■ Data listing ■
________________
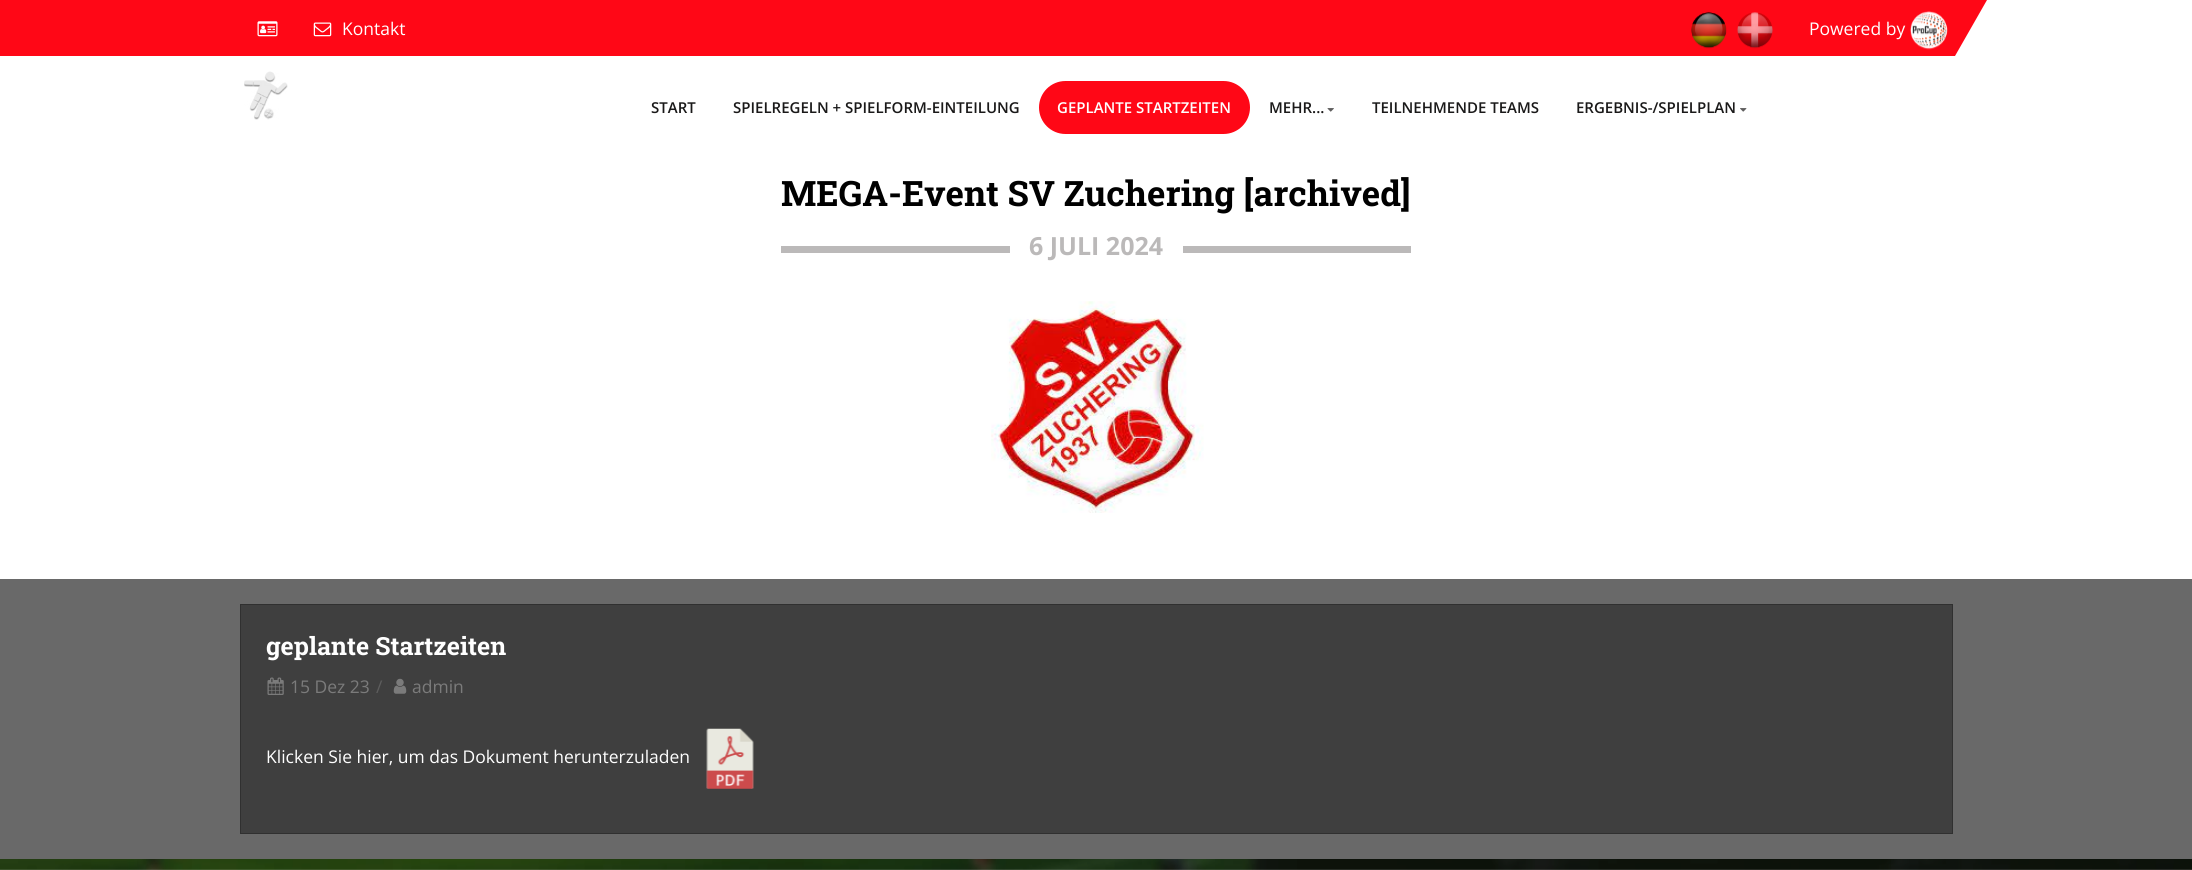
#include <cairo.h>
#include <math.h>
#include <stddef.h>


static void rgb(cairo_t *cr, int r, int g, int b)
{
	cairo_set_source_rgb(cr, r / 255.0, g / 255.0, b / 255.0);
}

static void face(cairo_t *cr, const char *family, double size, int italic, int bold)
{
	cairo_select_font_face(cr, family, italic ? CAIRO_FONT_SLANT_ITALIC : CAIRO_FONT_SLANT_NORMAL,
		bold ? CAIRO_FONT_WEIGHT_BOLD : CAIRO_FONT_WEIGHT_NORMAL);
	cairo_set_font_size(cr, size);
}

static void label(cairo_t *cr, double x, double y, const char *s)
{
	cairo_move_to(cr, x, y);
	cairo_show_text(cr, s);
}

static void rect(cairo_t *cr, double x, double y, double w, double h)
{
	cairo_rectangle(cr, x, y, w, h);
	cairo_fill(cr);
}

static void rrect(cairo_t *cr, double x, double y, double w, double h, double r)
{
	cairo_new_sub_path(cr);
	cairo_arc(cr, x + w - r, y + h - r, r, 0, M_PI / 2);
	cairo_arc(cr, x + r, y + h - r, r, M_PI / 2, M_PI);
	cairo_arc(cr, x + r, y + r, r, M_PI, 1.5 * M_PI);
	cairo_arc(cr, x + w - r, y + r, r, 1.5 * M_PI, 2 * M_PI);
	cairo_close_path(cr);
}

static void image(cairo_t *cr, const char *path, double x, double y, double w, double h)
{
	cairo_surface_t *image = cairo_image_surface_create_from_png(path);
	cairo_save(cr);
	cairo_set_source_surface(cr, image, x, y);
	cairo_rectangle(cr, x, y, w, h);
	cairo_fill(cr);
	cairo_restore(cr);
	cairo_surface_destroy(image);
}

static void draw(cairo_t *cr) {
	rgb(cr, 255, 255, 255);
	cairo_paint(cr);
	rgb(cr, 255, 7, 22);
	cairo_new_path(cr);
	cairo_move_to(cr, -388, 0);
	cairo_line_to(cr, 1987, 0);
	cairo_line_to(cr, 1955, 56);
	cairo_line_to(cr, -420, 56);
	cairo_close_path(cr);
	cairo_fill(cr);
	image(cr, "image0.png", 257, 21, 21, 16);
	image(cr, "image1.png", 313, 22, 19, 15);
	face(cr, "Open Sans", 17.5, 0, 0);
	rgb(cr, 255, 255, 255);
	label(cr, 342, 35, "Kontakt");
	image(cr, "image2.png", 1691, 12, 36, 37);
	image(cr, "image3.png", 1737, 12, 36, 37);
	label(cr, 1809, 35, "Powered by");
	image(cr, "image4.png", 1910, 11, 38, 39);
	image(cr, "image5.png", 244, 71, 44, 49);
	face(cr, "Open Sans SemiBold", 15, 0, 0);
	rgb(cr, 26, 25, 25);
	label(cr, 651, 113, "START");
	label(cr, 733, 113, "SPIELREGELN + SPIELFORM-EINTEILUNG");
	rgb(cr, 255, 7, 22);
	rrect(cr, 1039, 81, 211, 53, 26.5);
	cairo_fill(cr);
	rgb(cr, 255, 255, 255);
	label(cr, 1057, 113, "GEPLANTE STARTZEITEN");
	rgb(cr, 26, 25, 25);
	label(cr, 1269, 113, "MEHR...");
	image(cr, "image6.png", 1327, 108, 7, 4);
	label(cr, 1372, 113, "TEILNEHMENDE TEAMS");
	label(cr, 1576, 113, "ERGEBNIS-/SPIELPLAN");
	image(cr, "image7.png", 1740, 108, 7, 4);
	face(cr, "Roboto Slab", 35, 0, 1);
	rgb(cr, 0, 0, 0);
	label(cr, 781, 206, "MEGA-Event SV Zuchering [archived]");
	rgb(cr, 187, 185, 185);
	rect(cr, 781, 246, 229, 7);
	face(cr, "Open Sans", 25, 0, 1);
	label(cr, 1029, 255, "6 JULI 2024");
	rect(cr, 1183, 246, 228, 7);
	image(cr, "image8.png", 991, 301, 213, 212);
	rgb(cr, 105, 105, 105);
	rect(cr, 0, 579, 2192, 280);
	rgb(cr, 63, 63, 63);
	cairo_rectangle(cr, 240.5, 604.5, 1712, 229);
	cairo_fill_preserve(cr);
	rgb(cr, 48, 48, 48);
	cairo_set_line_width(cr, 1);
	cairo_stroke(cr);
	face(cr, "Roboto Slab", 25, 0, 1);
	rgb(cr, 255, 255, 255);
	label(cr, 266, 655, "geplante Startzeiten");
	image(cr, "image9.png", 267, 677, 17, 18);
	face(cr, "Open Sans", 17.5, 0, 0);
	rgb(cr, 123, 123, 123);
	label(cr, 290, 693, "15 Dez 23");
	rgb(cr, 93, 93, 93);
	label(cr, 376, 693, "/");
	image(cr, "image10.png", 393, 678, 14, 16);
	rgb(cr, 123, 123, 123);
	label(cr, 412, 693, "admin");
	rgb(cr, 255, 255, 255);
	label(cr, 266, 763, "Klicken Sie hier, um das Dokument herunterzuladen");
	image(cr, "image11.png", 706, 728, 48, 61);
	image(cr, "image12.png", 0, 859, 2192, 11);
}

int main(void) {
	cairo_surface_t *surface = cairo_image_surface_create(CAIRO_FORMAT_RGB24, 2192, 870);
	cairo_t *cr = cairo_create(surface);
	cairo_font_options_t *options = cairo_font_options_create();
	cairo_font_options_set_hint_metrics(options, CAIRO_HINT_METRICS_OFF);
	cairo_font_options_set_hint_style(options, CAIRO_HINT_STYLE_NONE);
	cairo_set_font_options(cr, options);
	cairo_set_miter_limit(cr, 4);
	draw(cr);
	cairo_surface_write_to_png(surface, "render.png");
	cairo_font_options_destroy(options);
	cairo_destroy(cr);
	cairo_surface_destroy(surface);
	return 0;
}
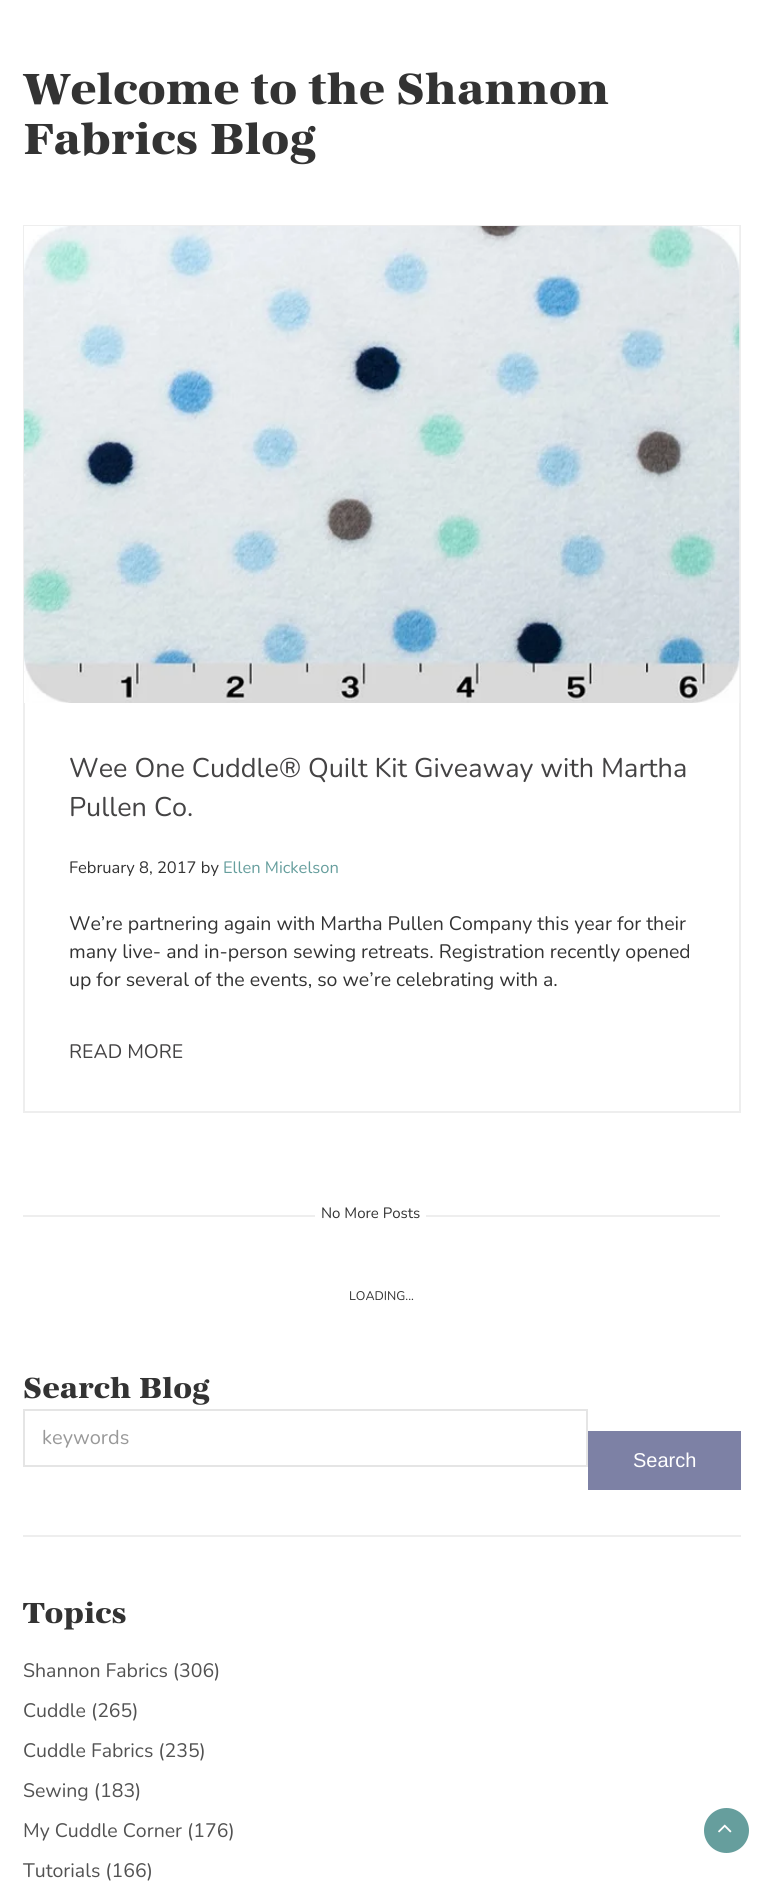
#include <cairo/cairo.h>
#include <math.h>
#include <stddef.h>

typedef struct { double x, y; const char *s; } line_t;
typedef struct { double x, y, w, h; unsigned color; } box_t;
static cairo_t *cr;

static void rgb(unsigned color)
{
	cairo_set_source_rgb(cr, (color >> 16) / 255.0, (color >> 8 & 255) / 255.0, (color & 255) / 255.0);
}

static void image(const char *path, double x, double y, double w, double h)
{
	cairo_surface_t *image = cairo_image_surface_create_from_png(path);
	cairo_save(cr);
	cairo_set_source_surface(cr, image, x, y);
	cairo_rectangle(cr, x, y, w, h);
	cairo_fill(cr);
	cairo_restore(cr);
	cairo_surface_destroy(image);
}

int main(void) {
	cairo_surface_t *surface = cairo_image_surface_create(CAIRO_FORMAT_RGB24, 763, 1889);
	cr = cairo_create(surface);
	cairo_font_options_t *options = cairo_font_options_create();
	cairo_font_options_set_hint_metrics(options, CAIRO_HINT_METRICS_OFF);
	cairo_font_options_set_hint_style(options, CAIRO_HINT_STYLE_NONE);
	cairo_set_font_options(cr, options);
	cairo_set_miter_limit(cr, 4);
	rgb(0xffffff);
	cairo_paint(cr);
	cairo_rectangle(cr, 24, 226, 716, 886);
	rgb(0xeeeeee);
	cairo_stroke(cr);
	image("img/1.png", 24, 226, 716, 477);
	{
		static const box_t items[] = {
			{23, 1215, 292, 2, 0xeeeeee},
			{426, 1215, 294, 2, 0xeeeeee},
			{23, 1535, 718, 2, 0xeeeeee},
		};
		for (size_t i = 0; i < sizeof items / sizeof *items; i++) {
			rgb(items[i].color);
			cairo_rectangle(cr, items[i].x, items[i].y, items[i].w, items[i].h);
			cairo_fill(cr);
		}
	}
	cairo_rectangle(cr, 24, 1410, 563, 56);
	rgb(0xe5e5e5);
	cairo_stroke(cr);
	rgb(0x7d81a5);
	cairo_rectangle(cr, 588, 1431, 153, 59);
	cairo_fill(cr);
	rgb(0x669e9d);
	cairo_arc(cr, 726.5, 1830.5, 22.5, 0, 2 * M_PI);
	cairo_fill(cr);
	image("img/2.png", 718, 1824, 14, 9);
	cairo_select_font_face(cr, "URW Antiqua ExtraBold", CAIRO_FONT_SLANT_NORMAL, CAIRO_FONT_WEIGHT_NORMAL);
	cairo_set_font_size(cr, 45);
	rgb(0x333333);
	cairo_move_to(cr, 23, 104);
	cairo_show_text(cr, "Welcome to the Shannon");
	cairo_move_to(cr, 23, 154);
	cairo_show_text(cr, "Fabrics Blog");
	cairo_select_font_face(cr, "Nunito", CAIRO_FONT_SLANT_NORMAL, CAIRO_FONT_WEIGHT_NORMAL);
	cairo_set_font_size(cr, 27);
	rgb(0x444344);
	cairo_move_to(cr, 69, 777);
	cairo_show_text(cr, "Wee One Cuddle® Quilt Kit Giveaway with Martha");
	cairo_move_to(cr, 69, 816);
	cairo_show_text(cr, "Pullen Co.");
	cairo_set_font_size(cr, 16.5);
	rgb(0x333333);
	cairo_move_to(cr, 69, 873);
	cairo_show_text(cr, "February 8, 2017 by");
	rgb(0x669e9d);
	cairo_move_to(cr, 223, 873);
	cairo_show_text(cr, "Ellen Mickelson");
	cairo_set_font_size(cr, 19.5);
	rgb(0x333333);
	{
		static const line_t items[] = {
			{69, 930, "We’re partnering again with Martha Pullen Company this year for their"},
			{69, 958, "many live- and in-person sewing retreats. Registration recently opened"},
			{69, 986, "up for several of the events, so we’re celebrating with a."},
		};
		for (size_t i = 0; i < sizeof items / sizeof *items; i++) {
			cairo_move_to(cr, items[i].x, items[i].y);
			cairo_show_text(cr, items[i].s);
		}
	}
	rgb(0x444344);
	cairo_move_to(cr, 69, 1058);
	cairo_show_text(cr, "READ MORE");
	cairo_set_font_size(cr, 15);
	rgb(0x333333);
	cairo_move_to(cr, 321, 1218);
	cairo_show_text(cr, "No More Posts");
	cairo_set_font_size(cr, 12.5);
	cairo_move_to(cr, 349, 1300);
	cairo_show_text(cr, "LOADING...");
	cairo_select_font_face(cr, "URW Antiqua ExtraBold", CAIRO_FONT_SLANT_NORMAL, CAIRO_FONT_WEIGHT_NORMAL);
	cairo_set_font_size(cr, 30);
	cairo_move_to(cr, 23, 1398);
	cairo_show_text(cr, "Search Blog");
	cairo_select_font_face(cr, "Nunito", CAIRO_FONT_SLANT_NORMAL, CAIRO_FONT_WEIGHT_NORMAL);
	cairo_set_font_size(cr, 20);
	rgb(0x999999);
	cairo_move_to(cr, 42, 1444);
	cairo_show_text(cr, "keywords");
	cairo_select_font_face(cr, "Liberation Sans", CAIRO_FONT_SLANT_NORMAL, CAIRO_FONT_WEIGHT_NORMAL);
	rgb(0xffffff);
	cairo_move_to(cr, 633, 1467);
	cairo_show_text(cr, "Search");
	cairo_select_font_face(cr, "URW Antiqua ExtraBold", CAIRO_FONT_SLANT_NORMAL, CAIRO_FONT_WEIGHT_NORMAL);
	cairo_set_font_size(cr, 30);
	rgb(0x333333);
	cairo_move_to(cr, 23, 1623);
	cairo_show_text(cr, "Topics");
	cairo_select_font_face(cr, "Nunito", CAIRO_FONT_SLANT_NORMAL, CAIRO_FONT_WEIGHT_NORMAL);
	cairo_set_font_size(cr, 19.5);
	rgb(0x525252);
	{
		static const line_t items[] = {
			{23, 1677, "Shannon Fabrics (306)"},
			{23, 1717, "Cuddle (265)"},
			{23, 1757, "Cuddle Fabrics (235)"},
			{23, 1797, "Sewing (183)"},
			{23, 1837, "My Cuddle Corner (176)"},
			{23, 1877, "Tutorials (166)"},
		};
		for (size_t i = 0; i < sizeof items / sizeof *items; i++) {
			cairo_move_to(cr, items[i].x, items[i].y);
			cairo_show_text(cr, items[i].s);
		}
	}
	cairo_surface_write_to_png(surface, "page.png");
	cairo_font_options_destroy(options);
	cairo_destroy(cr);
	cairo_surface_destroy(surface);
	return 0;
}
________________
■ Brief ■
All lines above from the one containing "static void label(cairo_t" to the one containing "static void draw(cairo_t" must be repeated exactly, both lines included, and no others.

■ Exercise output ■
static void label(cairo_t *cr, double x, double y, const char *s)
{
	cairo_move_to(cr, x, y);
	cairo_show_text(cr, s);
}

static void rect(cairo_t *cr, double x, double y, double w, double h)
{
	cairo_rectangle(cr, x, y, w, h);
	cairo_fill(cr);
}

static void rrect(cairo_t *cr, double x, double y, double w, double h, double r)
{
	cairo_new_sub_path(cr);
	cairo_arc(cr, x + w - r, y + h - r, r, 0, M_PI / 2);
	cairo_arc(cr, x + r, y + h - r, r, M_PI / 2, M_PI);
	cairo_arc(cr, x + r, y + r, r, M_PI, 1.5 * M_PI);
	cairo_arc(cr, x + w - r, y + r, r, 1.5 * M_PI, 2 * M_PI);
	cairo_close_path(cr);
}

static void image(cairo_t *cr, const char *path, double x, double y, double w, double h)
{
	cairo_surface_t *image = cairo_image_surface_create_from_png(path);
	cairo_save(cr);
	cairo_set_source_surface(cr, image, x, y);
	cairo_rectangle(cr, x, y, w, h);
	cairo_fill(cr);
	cairo_restore(cr);
	cairo_surface_destroy(image);
}

static void draw(cairo_t *cr) {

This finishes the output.